Cass. Sez. III n. 27085 del 4 luglio 2008 (Ud.. 20 mag. 2008)
Pres. Onorato Est. Teresi Ric. Giarratano
Rifiuti. Fanghi di depurazione

La disciplina in materia di raccolta e smaltimento dei rifiuti si applica anche ai fanghi di depurazione, sicché l\'accumulo di detti fanghi costituisce attività di stoccaggio degli stessi, ossia un\'attività di smaltimento consistente in operazioni di deposito preliminare di rifiuti, nonché di recupero degli stessi, consistente nella messa in riserva di materiali.
Le condizioni previste per la applicazione della disciplina dei sottoprodotti devono sussistere contestualmente, sicché la mancanza di una sola di esse comporta l\'assoggettamento del materiale alla disciplina sui rifiuti.

Con sentenza 9.07.2007 il Tribunale di Enna condannava Saverio Giarratano alla pena dell’ammenda ritenendolo responsabile di avere, quale titolare della ditta MGR, smaltito, senza la preventiva autorizzazione, rifiuti non pericolosi [fanghi di decantazione e sfridi di produzione] prodotti nella lavorazione della pietra.

Proponeva ricorso per cassazione l’imputato denunciando violazione di legge sulla configurabilità del reato che era stata ritenuta per rifiuti che, secondo i funzionari dell’ARPA, potevano essere avviati al recupero e al riutilizzo, e senza considerare che l’art. 185 d. lgs. n. 152/2006 esclude dal suo campo d’applicazione i rifiuti risultanti dalla prospezione, dall’estrazione, dal trattamento, dall’ammasso di risorse minerali o dallo sfruttamento di cave.

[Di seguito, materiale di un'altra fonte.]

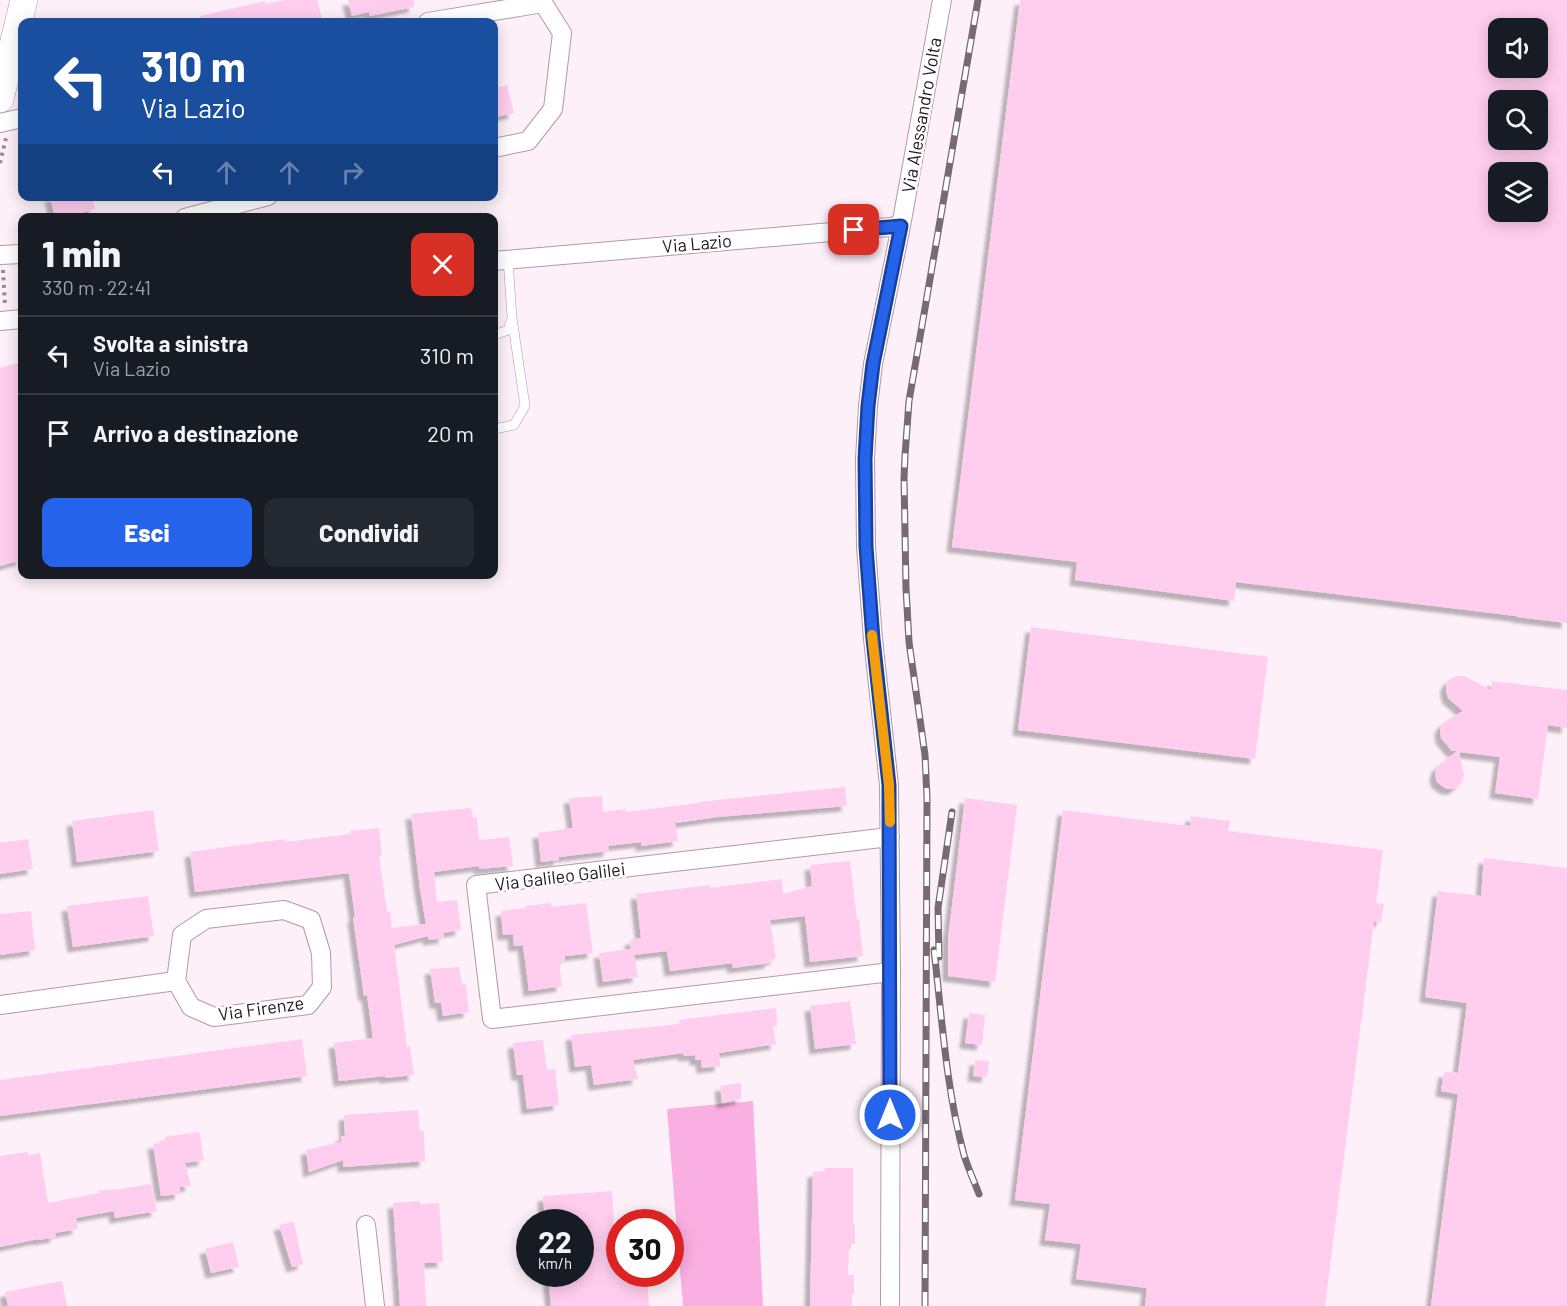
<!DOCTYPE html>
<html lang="it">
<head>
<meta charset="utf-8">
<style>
	body { margin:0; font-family:Barlow,sans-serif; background:#242831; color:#f1f3f6; height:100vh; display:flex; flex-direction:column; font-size:22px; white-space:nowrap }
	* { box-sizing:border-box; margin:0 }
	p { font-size:20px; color:#9ea1a6 }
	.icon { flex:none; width:33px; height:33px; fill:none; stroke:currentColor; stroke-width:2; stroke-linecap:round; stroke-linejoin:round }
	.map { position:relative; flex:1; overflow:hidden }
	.panel { position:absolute; left:18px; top:213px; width:480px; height:366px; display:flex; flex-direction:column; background:#171b24; border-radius:12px; box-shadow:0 3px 15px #0003 }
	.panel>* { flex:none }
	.hud { position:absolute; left:18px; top:18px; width:480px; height:183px; border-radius:12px; box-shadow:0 3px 15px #0003; background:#1a4fa0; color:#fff; overflow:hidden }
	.buttons { position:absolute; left:1488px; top:18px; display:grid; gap:12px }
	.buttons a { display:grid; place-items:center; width:60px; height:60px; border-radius:12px; background:#171b24; box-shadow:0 3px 15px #0003; font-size:30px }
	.speed { position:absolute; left:516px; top:1209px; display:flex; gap:12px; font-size:30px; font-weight:700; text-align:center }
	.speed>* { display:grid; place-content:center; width:78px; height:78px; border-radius:50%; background:#171b24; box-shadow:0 3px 15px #0003; line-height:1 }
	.speed small { font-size:15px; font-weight:400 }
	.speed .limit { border:9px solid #d22; background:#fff; color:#111 }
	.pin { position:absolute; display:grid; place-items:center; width:51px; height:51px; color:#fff; margin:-26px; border-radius:12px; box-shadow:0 3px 9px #0006 }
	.me { position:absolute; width:66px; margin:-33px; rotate:0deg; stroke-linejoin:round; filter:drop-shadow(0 0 4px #0008) }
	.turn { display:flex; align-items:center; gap:21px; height:126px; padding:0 24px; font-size:27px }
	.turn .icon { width:78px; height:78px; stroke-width:2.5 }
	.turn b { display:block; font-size:42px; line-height:51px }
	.lanes { display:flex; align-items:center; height:57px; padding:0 24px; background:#0003; justify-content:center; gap:30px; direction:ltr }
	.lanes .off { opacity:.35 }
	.round { display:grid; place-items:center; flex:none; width:63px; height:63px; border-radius:12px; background:#242831 }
	.head { display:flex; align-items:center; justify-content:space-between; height:102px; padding:0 24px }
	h1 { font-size:36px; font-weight:800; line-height:45px }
	.primary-button { display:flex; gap:12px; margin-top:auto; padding:12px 24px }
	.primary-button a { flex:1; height:69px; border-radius:12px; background:#2563eb; color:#fff; font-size:24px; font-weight:800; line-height:69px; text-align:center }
	.primary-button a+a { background:#242831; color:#f1f3f6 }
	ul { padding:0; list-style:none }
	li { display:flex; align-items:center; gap:18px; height:78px; padding:0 24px; border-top:2px solid #363941 }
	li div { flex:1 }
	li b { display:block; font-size:22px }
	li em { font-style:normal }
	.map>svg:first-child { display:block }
</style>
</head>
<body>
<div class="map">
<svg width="1567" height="1306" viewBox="0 0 1567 1306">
	<defs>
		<filter id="shadow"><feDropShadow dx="-5.5" dy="5.5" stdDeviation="1.5" flood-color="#0004"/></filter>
	</defs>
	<rect width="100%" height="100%" fill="#fdf0f8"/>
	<!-- green -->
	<path fill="#f9afe2" d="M 753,1101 L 763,1306 L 683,1306 L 667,1109 Z"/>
	<!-- building -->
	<path fill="#ffcdee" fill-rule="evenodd" filter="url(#shadow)" d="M 285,0 L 317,0 L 323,22 L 201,22 L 200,16 L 265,1 L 266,4 Z
		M 348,0 L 414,0 L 414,7 L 370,16 L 369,12 L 352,16 Z
		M 1020,0 L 1567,0 L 1567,623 L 1517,617 L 1516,616 L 1236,582 L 1234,601 L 1075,580 L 1077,562 L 952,547 ZM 1498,28 L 1538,28 L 1538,68 L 1498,68 ZM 1498,100 L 1538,100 L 1538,140 L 1498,140 ZM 1498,172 L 1538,172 L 1538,212 L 1498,212 Z
		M 507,85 L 514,113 L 496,117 L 494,109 L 494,88 Z
		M 50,196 L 92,196 L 95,209 L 84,212 L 85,216 L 76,218 L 55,218 Z
		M 22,362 L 22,560 L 0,566 L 0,368 Z
		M 1031,627 L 1268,657 L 1255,759 L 1018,730 Z
		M 1456,676 L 1464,676 L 1491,690 L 1492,681 L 1567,690 L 1567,728 L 1548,725 L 1538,799 L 1495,793 L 1500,757 L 1459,752 L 1464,775 L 1461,783 L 1454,789 L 1447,789 L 1442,786 L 1437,782 L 1435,775 L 1437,767 L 1457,751 L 1452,751 L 1441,738 L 1440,729 L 1443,723 L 1463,711 L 1448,698 L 1446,691 L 1446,685 L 1449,680 Z
		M 845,787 L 847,806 L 718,817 L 675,823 L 678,841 L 641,846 L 641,842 L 608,846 L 609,851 L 559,857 L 559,860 L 541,862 L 538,833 L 573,828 L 569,798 L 602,796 L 603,812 L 625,809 L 626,812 L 699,803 L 698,802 Z
		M 965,798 L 1017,805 L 995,982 L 948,976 L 948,939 Z
		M 471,808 L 473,818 L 477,817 L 479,840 L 509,837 L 513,866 L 479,869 L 479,866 L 434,872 L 437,902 L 457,900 L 461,930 L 443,933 L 444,938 L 428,940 L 428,936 L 394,945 L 407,1047 L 410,1046 L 414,1075 L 385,1078 L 385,1076 L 339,1081 L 334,1043 L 373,1038 L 367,995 L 364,996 L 353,917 L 355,917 L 349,873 L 195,892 L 190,852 L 284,839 L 285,842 L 351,834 L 350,831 L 379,828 L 382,855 L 379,856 L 387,912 L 390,912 L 392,928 L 426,924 L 420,889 L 411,814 Z
		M 153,810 L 159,851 L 77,862 L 72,821 Z
		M 1063,810 L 1190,826 L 1191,816 L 1230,821 L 1228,831 L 1383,850 L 1376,903 L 1384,904 L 1381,922 L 1374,921 L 1325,1306 L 1145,1306 L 1147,1288 L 1076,1279 L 1081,1244 L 1045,1240 L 1050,1204 L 1015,1200 Z
		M 28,839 L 33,869 L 0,874 L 0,843 Z
		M 1484,858 L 1567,868 L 1567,1306 L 1431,1306 L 1458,1094 L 1441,1091 L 1444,1072 L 1458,1073 L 1467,1003 L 1425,997 L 1438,891 L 1481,896 Z
		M 850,861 L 857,920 L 859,920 L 863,956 L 810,962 L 805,916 L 770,920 L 776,959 L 770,960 L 770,963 L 733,968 L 732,963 L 670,971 L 667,951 L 634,955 L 638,977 L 603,982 L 599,953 L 631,949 L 630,940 L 641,938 L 636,894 L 710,885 L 710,888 L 782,879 L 783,894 L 812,886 L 810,865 Z
		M 148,896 L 154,936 L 73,947 L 67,906 Z
		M 551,903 L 552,907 L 586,903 L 593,953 L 565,956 L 565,961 L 559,962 L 562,986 L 529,991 L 523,945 L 514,946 L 513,934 L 503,935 L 501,911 L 526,908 L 525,906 Z
		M 31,911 L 35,950 L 0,955 L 0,914 Z
		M 459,967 L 462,985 L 466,984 L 469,1012 L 443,1016 L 441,1003 L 435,1003 L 430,969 Z
		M 850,1001 L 856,1044 L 815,1049 L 810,1006 Z
		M 776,1008 L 777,1026 L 773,1026 L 776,1044 L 719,1053 L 720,1066 L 702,1068 L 701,1060 L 695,1060 L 695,1055 L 684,1056 L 683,1053 L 633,1060 L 638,1079 L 594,1085 L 591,1065 L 575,1067 L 571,1035 L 680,1024 L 679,1020 Z
		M 969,1013 L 985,1015 L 982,1045 L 965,1043 Z
		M 302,1039 L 307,1076 L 0,1116 L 0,1080 Z
		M 543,1040 L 547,1070 L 555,1069 L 559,1105 L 527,1109 L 523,1075 L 517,1075 L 513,1043 Z
		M 975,1060 L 989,1061 L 987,1077 L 973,1076 Z
		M 741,1083 L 741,1099 L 722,1103 L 720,1086 Z
		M 418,1110 L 420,1131 L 424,1131 L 425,1161 L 343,1167 L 343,1160 L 309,1172 L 306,1150 L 341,1142 L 341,1136 L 345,1136 L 344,1115 Z
		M 199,1132 L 204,1160 L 185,1163 L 191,1186 L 180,1187 L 180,1194 L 161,1196 L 153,1144 L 165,1142 L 165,1137 Z
		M 28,1152 L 28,1155 L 40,1153 L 48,1203 L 99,1193 L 98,1191 L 115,1189 L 115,1190 L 151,1184 L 157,1211 L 115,1218 L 114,1211 L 76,1218 L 78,1229 L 55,1233 L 56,1237 L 39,1240 L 38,1239 L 0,1247 L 0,1156 Z
		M 825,1168 L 853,1168 L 853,1223 L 855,1224 L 855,1244 L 849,1244 L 848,1275 L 854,1275 L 854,1294 L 852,1294 L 852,1306 L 810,1306 L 813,1172 L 824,1171 Z
		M 612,1191 L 615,1237 L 620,1237 L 620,1274 L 647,1274 L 649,1306 L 551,1306 L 548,1274 L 580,1274 L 580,1222 L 545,1222 L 543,1196 Z
		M 420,1201 L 420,1204 L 439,1203 L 443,1262 L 424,1263 L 426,1306 L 400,1306 L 393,1203 Z
		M 294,1222 L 303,1264 L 292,1267 L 279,1225 Z
		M 233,1242 L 239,1267 L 211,1273 L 205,1249 Z
		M 62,1281 L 67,1306 L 8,1306 L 5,1292 Z"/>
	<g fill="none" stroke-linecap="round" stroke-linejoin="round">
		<!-- service casing -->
		<g stroke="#b597ab" stroke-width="10">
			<path id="service" d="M 494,335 L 508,330 L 512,318 L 508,259
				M 494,429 L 514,425 L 525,406 L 512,318"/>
		</g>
		<!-- minor casing -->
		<g stroke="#b597ab" stroke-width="20">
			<path id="minor" d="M 428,22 L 543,3 L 562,33 L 553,109 L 528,141 L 494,148
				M 0,123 L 22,118
				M 185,218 L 268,196
				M 0,255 L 22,254
				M 494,261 L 901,226
				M 0,321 L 22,319
				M 890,837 L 476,885 L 492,1019 L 891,972
				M 284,910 L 311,920 L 321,953 L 322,987 L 308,1005 L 214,1017 L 191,1007 L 176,981 L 182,935 L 206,919 Z
				M 0,1005 L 176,981
				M 366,1225 L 375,1306
				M 890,1306 L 891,972 L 889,785 L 873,639 L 866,547 L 865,459 L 868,406 L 873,364 L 901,226 L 942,0"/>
		</g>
		<!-- secondary casing -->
		<g stroke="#b597ab" stroke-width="28">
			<path id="secondary" d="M 0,99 L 24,0"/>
		</g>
		<!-- path -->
		<path stroke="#978a92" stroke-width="4" stroke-dasharray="3 4.5" stroke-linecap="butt" d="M 0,163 L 6,138
			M 3,270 L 5,305"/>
		<!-- service -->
		<use href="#service" stroke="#fff" stroke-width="9"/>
		<!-- minor -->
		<use href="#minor" stroke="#fff" stroke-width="18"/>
		<!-- secondary -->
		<use href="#secondary" stroke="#fff" stroke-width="27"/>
		<!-- rail casing -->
		<g stroke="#776a72" stroke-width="7">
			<path id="rail" d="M 934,950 C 942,1018 946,1088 964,1155 C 968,1168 974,1181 979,1194
				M 939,957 L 938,908 L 952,812
				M 925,1306 L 927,798 L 925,755 L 909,642 L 906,588 L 904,478 L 905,456 L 909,401 L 978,0"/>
		</g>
		<!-- rail -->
		<use href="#rail" stroke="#fff" stroke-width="4.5" stroke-dasharray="14" stroke-linecap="butt"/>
	</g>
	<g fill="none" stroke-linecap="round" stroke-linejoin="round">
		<!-- route casing -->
		<g stroke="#184099" stroke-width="15">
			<path id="route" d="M 854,230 L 901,226 L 873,364 L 868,406 L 865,459 L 866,547 L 873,639 L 889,785 L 890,1115"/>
		</g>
		<!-- route -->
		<use href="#route" stroke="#2563eb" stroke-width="10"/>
		<!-- slow -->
		<path stroke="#f59e0b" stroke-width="10" d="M 872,635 L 889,785 L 890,822"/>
	</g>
	<g text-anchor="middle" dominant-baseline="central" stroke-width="5" stroke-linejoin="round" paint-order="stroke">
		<!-- street labels -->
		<g font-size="18" fill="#22161e" stroke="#fff">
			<text transform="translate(921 115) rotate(-80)">Via Alessandro Volta</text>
			<text transform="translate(697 243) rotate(-5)">Via Lazio</text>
			<text transform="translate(560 876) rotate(-7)">Via Galileo Galilei</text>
			<text transform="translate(261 1008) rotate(-8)">Via Firenze</text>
		</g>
	</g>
</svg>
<div class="buttons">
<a><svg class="icon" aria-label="sound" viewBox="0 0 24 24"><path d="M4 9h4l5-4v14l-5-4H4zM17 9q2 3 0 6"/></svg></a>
<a><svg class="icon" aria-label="search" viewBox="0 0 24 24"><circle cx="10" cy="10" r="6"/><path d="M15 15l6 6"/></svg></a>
<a><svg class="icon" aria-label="layers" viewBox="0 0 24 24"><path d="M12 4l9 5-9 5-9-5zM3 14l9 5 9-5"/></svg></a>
</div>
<div class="speed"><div>22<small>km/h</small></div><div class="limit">30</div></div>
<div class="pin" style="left:854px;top:230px;background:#d93025"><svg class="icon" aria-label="arrive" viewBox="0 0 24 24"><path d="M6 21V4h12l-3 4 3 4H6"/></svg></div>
<svg class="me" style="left:890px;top:1115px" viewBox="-20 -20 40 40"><circle r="17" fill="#2563eb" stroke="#fff" stroke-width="3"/><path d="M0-11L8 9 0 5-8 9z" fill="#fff"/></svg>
<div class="hud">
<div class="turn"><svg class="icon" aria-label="left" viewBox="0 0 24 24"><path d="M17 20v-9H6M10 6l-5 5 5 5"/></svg><div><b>310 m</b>Via Lazio</div></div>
<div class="lanes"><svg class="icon" aria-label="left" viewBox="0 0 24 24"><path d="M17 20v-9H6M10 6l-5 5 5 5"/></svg><svg class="icon off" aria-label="ahead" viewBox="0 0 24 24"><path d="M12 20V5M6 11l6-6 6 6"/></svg><svg class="icon off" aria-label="ahead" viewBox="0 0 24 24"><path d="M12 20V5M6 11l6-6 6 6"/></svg><svg class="icon off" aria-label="right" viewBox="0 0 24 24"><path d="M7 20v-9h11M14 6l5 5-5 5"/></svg></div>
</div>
<section class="panel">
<div class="head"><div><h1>1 min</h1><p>330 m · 22:41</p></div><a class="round" style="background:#d93025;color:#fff"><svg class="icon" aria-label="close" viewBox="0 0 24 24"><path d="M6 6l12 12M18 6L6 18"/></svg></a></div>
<ul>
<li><svg class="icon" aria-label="left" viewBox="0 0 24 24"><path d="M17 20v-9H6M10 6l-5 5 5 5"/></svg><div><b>Svolta a sinistra</b><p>Via Lazio</p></div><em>310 m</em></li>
<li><svg class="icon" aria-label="arrive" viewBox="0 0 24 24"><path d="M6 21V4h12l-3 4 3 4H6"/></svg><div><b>Arrivo a destinazione</b></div><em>20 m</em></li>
</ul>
<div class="primary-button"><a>Esci</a><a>Condividi</a></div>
</section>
</div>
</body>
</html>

Aggiungeva che il materiale risultante dalla lavorazione della pietra non rientra nella nozione di rifiuto perché qualificabile come sottoprodotto, potendo essere riutilizzato in un successivo processo produttivo senza alcuna trasformazione preliminare.

Chiedeva l’annullamento della sentenza.

Rilevata la genericità delle osservazioni preliminari del ricorrente in tema di attività di recupero dei rifiuti [assoggettata al regime autorizzatorio o al rispetto della normativa sulla procedura semplificata] e in tema di esclusione dal campo di applicazione della normativa sui rifiuti di quelli indicati nell’art. 185, comma 1 lettera D d. lgs. n. 152/2006, tra cui non rientrano i fanghi di depurazione e gli sfidi della produzione artigianale dell’imputato, va osservato che la disciplina in materia di raccolta e smaltimento dei rifiuti si applica anche ai fanghi di depurazione, sicché l’accumulo di detti fanghi costituisce attività di stoccaggio degli stessi, ossia un’attività di smaltimento consistente in operazioni di deposito preliminare di rifiuti, nonché di recupero degli stessi, consistente nella messa in riserva di materiali.

Inoltre, non è pertinente, per escludere i suddetti materiali dalla disciplina dei rifiuti, il riferimento alla nozione di sottoprodotto di cui all’art. 183 lettera n) del suddetto decreto.

A tal fine il sottoprodotto si configura quando:

• l’impresa che li produce non se ne disfi, non è obbligata a disfarsene e non ha deciso di disfarsene;
• sia impiegato direttamente dall’impresa che lo produce o sia commercializzato a condizioni favorevoli per l’impresa stessa direttamente per il consumo o per l’impiego senza necessità di operare trasformazioni preliminari in un successivo processo produttivo;
• l’utilizzazione sia certa e non eventuale e, a tale scopo, deve essere verificata la rispondenza agli standards merceologici, nonché alle norme tecniche, di sicurezza e di settore e deve essere attestata la destinazione del sottoprodotto a effettivo utilizzo, in conformità a tali standards e norme, tramite una dichiarazione del produttore o del detentore, controfirmata dal titolare dell’impianto dove avviene l’effettivo utilizzo;
• il suo utilizzo non comporti per l’ambiente o la salute condizioni peggiorative rispetto a quelle delle normali attività produttive.

Tali condizioni devono sussistere contestualmente, sicché la mancanza di una sola di esse comporta l’assoggettamento del materiale alla disciplina sui rifiuti.
Nel caso in esame, non risulta che gli sfidi siano stati impiegati direttamente dall’impresa, né che siano stati commercializzati; non è certa la riutilizzazione, né la mancanza di danno per l’ambiente, sicché correttamente è stato ritenuto che tali decisivi elementi, minimizzati nei motivi di ricorso, depongano inequivocabilmente per la configurabilità del reato.

Grava sul ricorrente l’onere delle spese del procedimento.